***** Records
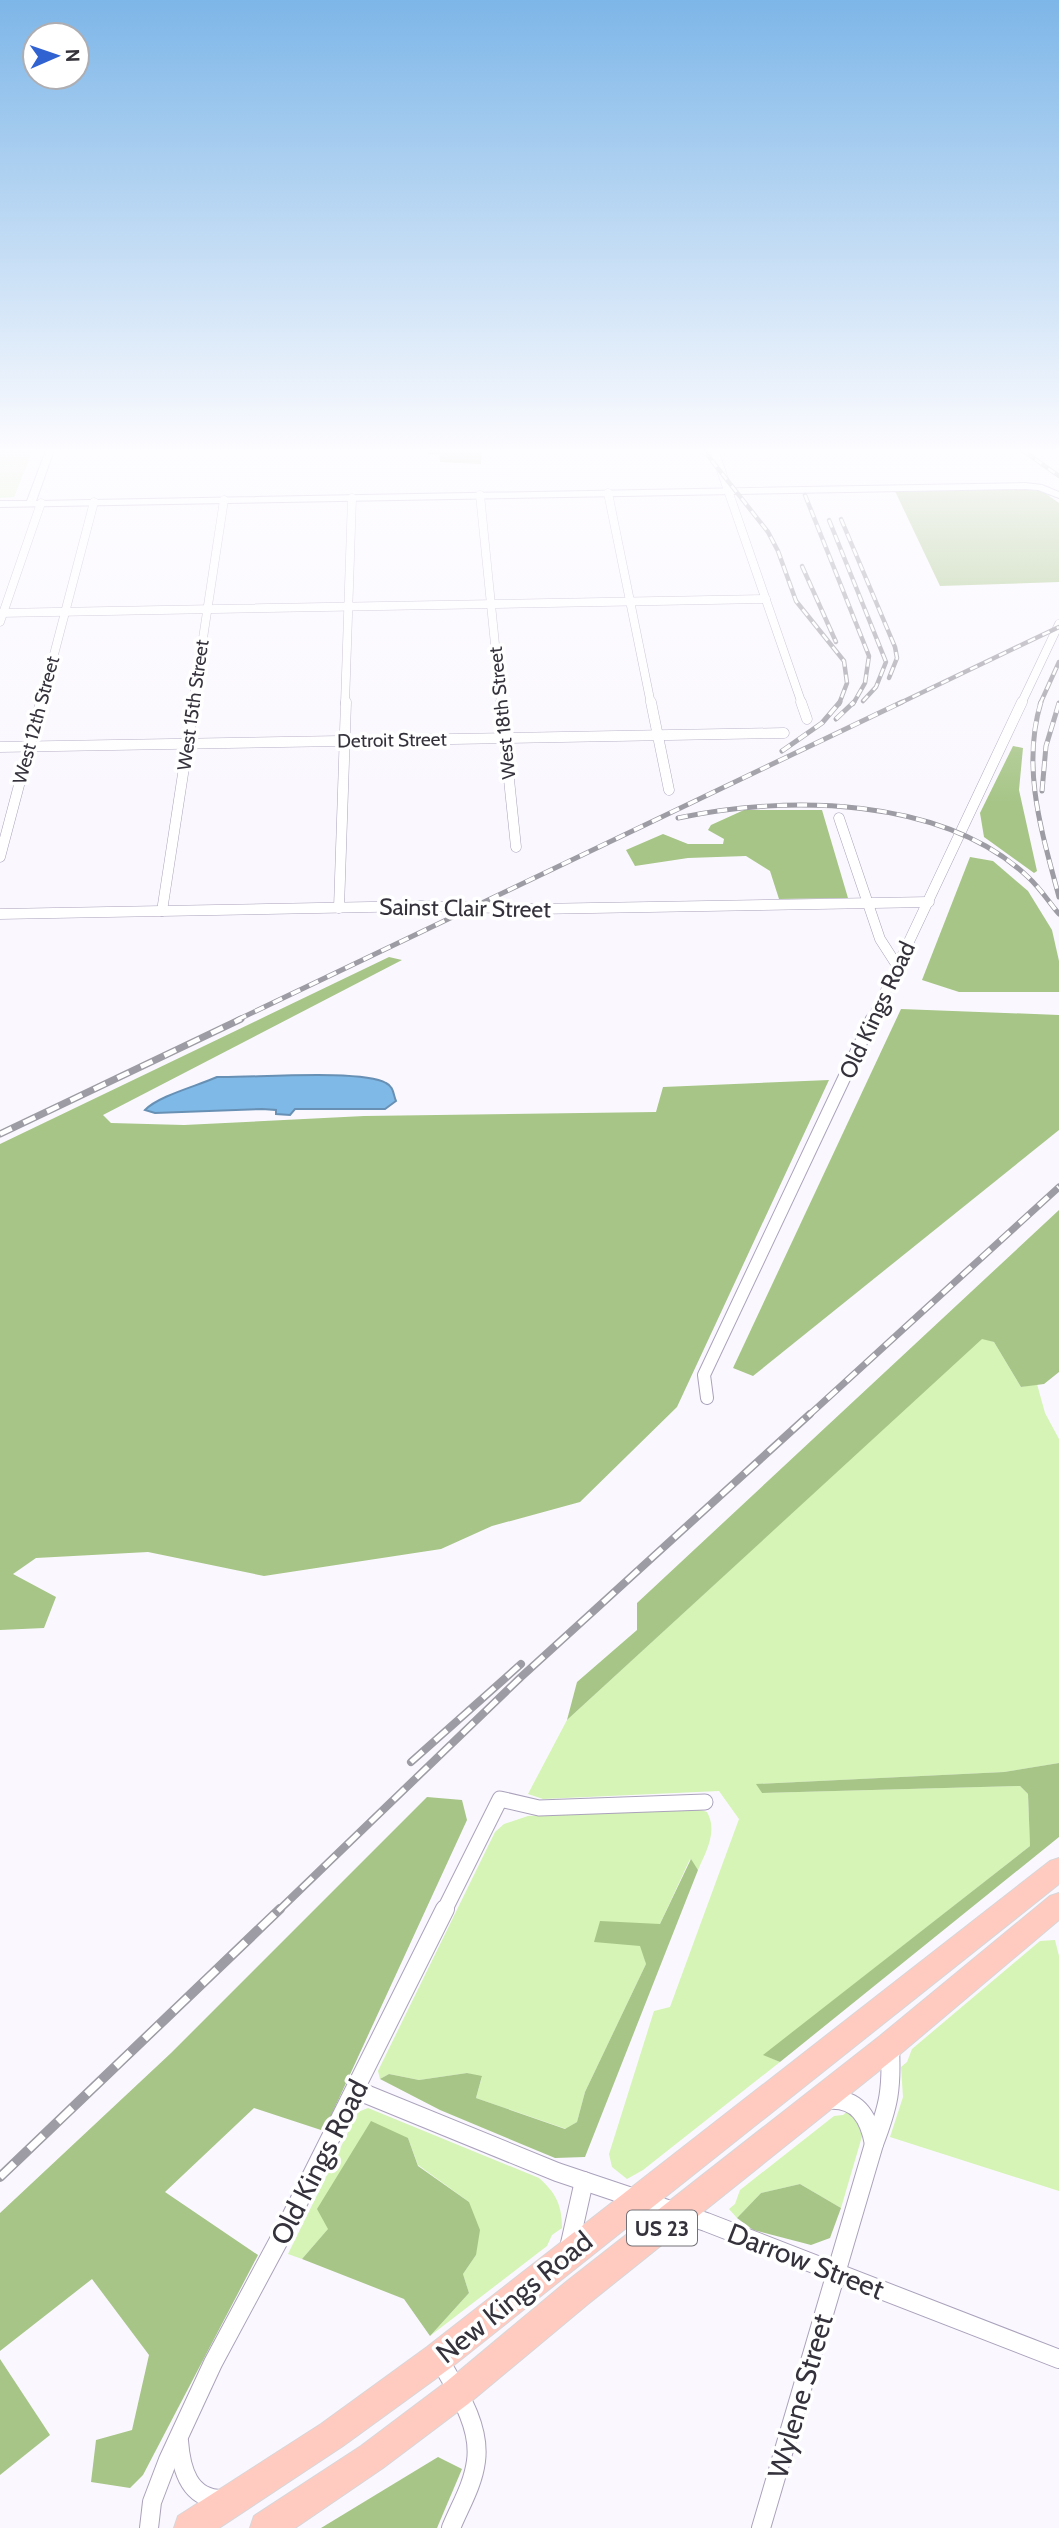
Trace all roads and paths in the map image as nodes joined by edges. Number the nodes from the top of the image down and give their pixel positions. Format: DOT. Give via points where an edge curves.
graph roads {
  1 [pos="18,568"];
  2 [pos="77,568"];
  3 [pos="213,568"];
  4 [pos="350,568"];
  5 [pos="487,568"];
  6 [pos="623,568"];
  7 [pos="755,568"];
  8 [pos="766,599"];
  9 [pos="630,601"];
  10 [pos="491,604"];
  11 [pos="349,607"];
  12 [pos="207,610"];
  13 [pos="65,612"];
  14 [pos="1,616"];
  15 [pos="1059,624"];
  16 [pos="807,719"];
  17 [pos="784,733"];
  18 [pos="659,735"];
  19 [pos="505,738"];
  20 [pos="346,741"];
  21 [pos="188,743"];
  22 [pos="30,746"];
  23 [pos="0,747"];
  24 [pos="669,790"];
  25 [pos="839,818"];
  26 [pos="516,847"];
  27 [pos="0,857"];
  28 [pos="929,902"];
  29 [pos="867,904"];
  30 [pos="339,908"];
  31 [pos="162,911"];
  32 [pos="0,914"];
  33 [pos="898,967"];
  34 [pos="707,1398"];
  35 [pos="705,1802"];
  36 [pos="1059,1869"];
  37 [pos="1059,1904"];
  38 [pos="890,2045"];
  39 [pos="356,2090"];
  40 [pos="820,2101"];
  41 [pos="874,2144"];
  42 [pos="584,2180"];
  43 [pos="639,2198"];
  44 [pos="680,2214"];
  45 [pos="568,2254"];
  46 [pos="836,2272"];
  47 [pos="438,2358"];
  48 [pos="1059,2359"];
  49 [pos="457,2393"];
  50 [pos="178,2437"];
  51 [pos="236,2496"];
  52 [pos="149,2528"];
  53 [pos="190,2528"];
  54 [pos="266,2528"];
  55 [pos="451,2528"];
  56 [pos="761,2528"];
  1 -- 14 [label="street"];
  2 -- 13 [label="street, West 12th Street"];
  3 -- 12 [label="street, West 15th Street"];
  4 -- 11 [label="street"];
  5 -- 10 [label="street, West 18th Street"];
  6 -- 9 [label="street"];
  7 -- 8 [label="street"];
  8 -- 9 [label="street"];
  8 -- 16 [label="street"];
  9 -- 10 [label="street"];
  9 -- 18 [label="street"];
  10 -- 11 [label="street"];
  10 -- 19 [label="street, West 18th Street"];
  11 -- 12 [label="street"];
  11 -- 20 [label="street"];
  12 -- 13 [label="street"];
  12 -- 21 [label="street, West 15th Street"];
  13 -- 14 [label="street"];
  13 -- 22 [label="street, West 12th Street"];
  15 -- 28 [label="street, Old Kings Road"];
  17 -- 18 [label="street, Detroit Street"];
  18 -- 19 [label="street, Detroit Street"];
  18 -- 24 [label="street"];
  19 -- 20 [label="street, Detroit Street"];
  19 -- 26 [label="street, West 18th Street"];
  20 -- 21 [label="street, Detroit Street"];
  20 -- 30 [label="street"];
  21 -- 22 [label="street, Detroit Street"];
  21 -- 31 [label="street, West 15th Street"];
  22 -- 23 [label="street, Detroit Street"];
  22 -- 27 [label="street, West 12th Street"];
  25 -- 29 [label="street"];
  28 -- 29 [label="street, Sainst Clair Street"];
  28 -- 33 [label="street, Old Kings Road"];
  29 -- 30 [label="street, Sainst Clair Street"];
  29 -- 33 [label="street" via="880,939"];
  30 -- 31 [label="street, Sainst Clair Street"];
  31 -- 32 [label="street, Sainst Clair Street"];
  33 -- 34 [label="street, Old Kings Road" via="704,1375"];
  35 -- 39 [label="street, Old Kings Road" via="539,1808 500,1800"];
  36 -- 43 [label="main road, New Kings Road / US 23"];
  37 -- 38 [label="main road, New Kings Road / US 23"];
  38 -- 40 [label="main road, New Kings Road / US 23"];
  38 -- 41 [label="street, Wylene Street" via="889,2104"];
  39 -- 42 [label="street, Darrow Street"];
  39 -- 50 [label="street, Old Kings Road"];
  40 -- 41 [label="street" via="852,2102 868,2120"];
  40 -- 44 [label="main road, New Kings Road / US 23"];
  41 -- 46 [label="street, Wylene Street"];
  42 -- 43 [label="street, Darrow Street"];
  42 -- 45 [label="street"];
  43 -- 44 [label="street, Darrow Street"];
  43 -- 45 [label="main road, New Kings Road / US 23"];
  44 -- 46 [label="street, Darrow Street"];
  44 -- 49 [label="main road, New Kings Road / US 23"];
  45 -- 47 [label="main road, New Kings Road / US 23"];
  46 -- 48 [label="street, Darrow Street"];
  46 -- 56 [label="street, Wylene Street"];
  47 -- 49 [label="street"];
  47 -- 51 [label="main road, New Kings Road / US 23" via="332,2435"];
  49 -- 54 [label="main road, New Kings Road / US 23"];
  49 -- 55 [label="street" via="477,2451"];
  50 -- 51 [label="street" via="183,2473 191,2487 203,2497 218,2500"];
  50 -- 52 [label="street, Old Kings Road" via="152,2502"];
  51 -- 53 [label="main road, New Kings Road / US 23"];
}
**********
* [Exercise instructions]
What lines of the material above include "main"? Copy each one.

* [Exercise response]
  36 -- 43 [label="main road, New Kings Road / US 23"];
  37 -- 38 [label="main road, New Kings Road / US 23"];
  38 -- 40 [label="main road, New Kings Road / US 23"];
  40 -- 44 [label="main road, New Kings Road / US 23"];
  43 -- 45 [label="main road, New Kings Road / US 23"];
  44 -- 49 [label="main road, New Kings Road / US 23"];
  45 -- 47 [label="main road, New Kings Road / US 23"];
  47 -- 51 [label="main road, New Kings Road / US 23" via="332,2435"];
  49 -- 54 [label="main road, New Kings Road / US 23"];
  51 -- 53 [label="main road, New Kings Road / US 23"];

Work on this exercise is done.